What you should do: In the data below, locate each line with the word "junction" and list it.

#### Dataset extract

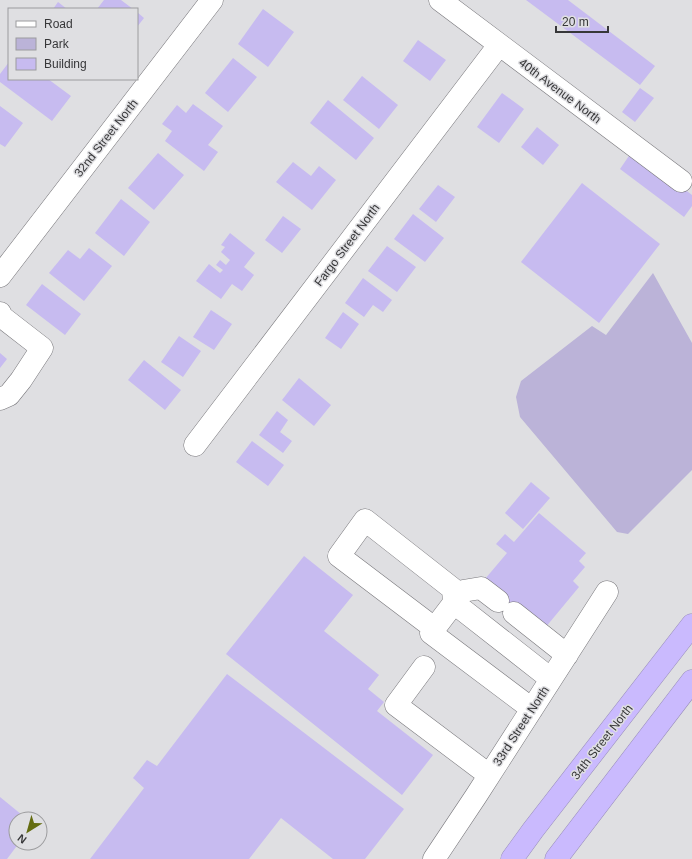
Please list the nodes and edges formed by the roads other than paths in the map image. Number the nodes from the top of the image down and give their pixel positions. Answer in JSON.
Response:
{"nodes":[{"id":1,"x":212,"y":0,"type":"edge"},
{"id":2,"x":440,"y":0,"type":"edge"},
{"id":3,"x":499,"y":45,"type":"junction"},
{"id":4,"x":681,"y":181,"type":"dead end"},
{"id":5,"x":0,"y":276,"type":"edge"},
{"id":6,"x":0,"y":313,"type":"edge"},
{"id":7,"x":0,"y":399,"type":"edge"},
{"id":8,"x":195,"y":445,"type":"dead end"},
{"id":9,"x":607,"y":592,"type":"dead end"},
{"id":10,"x":454,"y":603,"type":"junction"},
{"id":11,"x":692,"y":625,"type":"edge"},
{"id":12,"x":531,"y":627,"type":"junction"},
{"id":13,"x":434,"y":628,"type":"junction"},
{"id":14,"x":514,"y":649,"type":"junction"},
{"id":15,"x":567,"y":655,"type":"junction"},
{"id":16,"x":424,"y":667,"type":"dead end"},
{"id":17,"x":551,"y":679,"type":"junction"},
{"id":18,"x":692,"y":681,"type":"edge"},
{"id":19,"x":532,"y":709,"type":"junction"},
{"id":20,"x":490,"y":775,"type":"junction"},
{"id":21,"x":434,"y":859,"type":"edge"},
{"id":22,"x":512,"y":859,"type":"edge"},
{"id":23,"x":556,"y":859,"type":"edge"}],
"edges":[{"from":1,"to":5,"type":"street","name":"32nd Street North"},
{"from":2,"to":3,"type":"street","name":"40th Avenue North"},
{"from":3,"to":4,"type":"street","name":"40th Avenue North"},
{"from":3,"to":8,"type":"street","name":"Fargo Street North"},
{"from":6,"to":7,"type":"street"},
{"from":9,"to":15,"type":"street","name":"33rd Street North"},
{"from":10,"to":12,"type":"street"},
{"from":10,"to":13,"type":"street"},
{"from":10,"to":13,"type":"street"},
{"from":10,"to":14,"type":"street"},
{"from":11,"to":22,"type":"highway","name":"34th Street North"},
{"from":12,"to":14,"type":"street"},
{"from":12,"to":15,"type":"street"},
{"from":13,"to":19,"type":"street"},
{"from":14,"to":17,"type":"street"},
{"from":15,"to":17,"type":"street","name":"33rd Street North"},
{"from":16,"to":20,"type":"street"},
{"from":17,"to":19,"type":"street","name":"33rd Street North"},
{"from":18,"to":23,"type":"highway"},
{"from":19,"to":20,"type":"street","name":"33rd Street North"},
{"from":20,"to":21,"type":"street","name":"33rd Street North"}]}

########

Finished exercise:
{"id":3,"x":499,"y":45,"type":"junction"},
{"id":10,"x":454,"y":603,"type":"junction"},
{"id":12,"x":531,"y":627,"type":"junction"},
{"id":13,"x":434,"y":628,"type":"junction"},
{"id":14,"x":514,"y":649,"type":"junction"},
{"id":15,"x":567,"y":655,"type":"junction"},
{"id":17,"x":551,"y":679,"type":"junction"},
{"id":19,"x":532,"y":709,"type":"junction"},
{"id":20,"x":490,"y":775,"type":"junction"},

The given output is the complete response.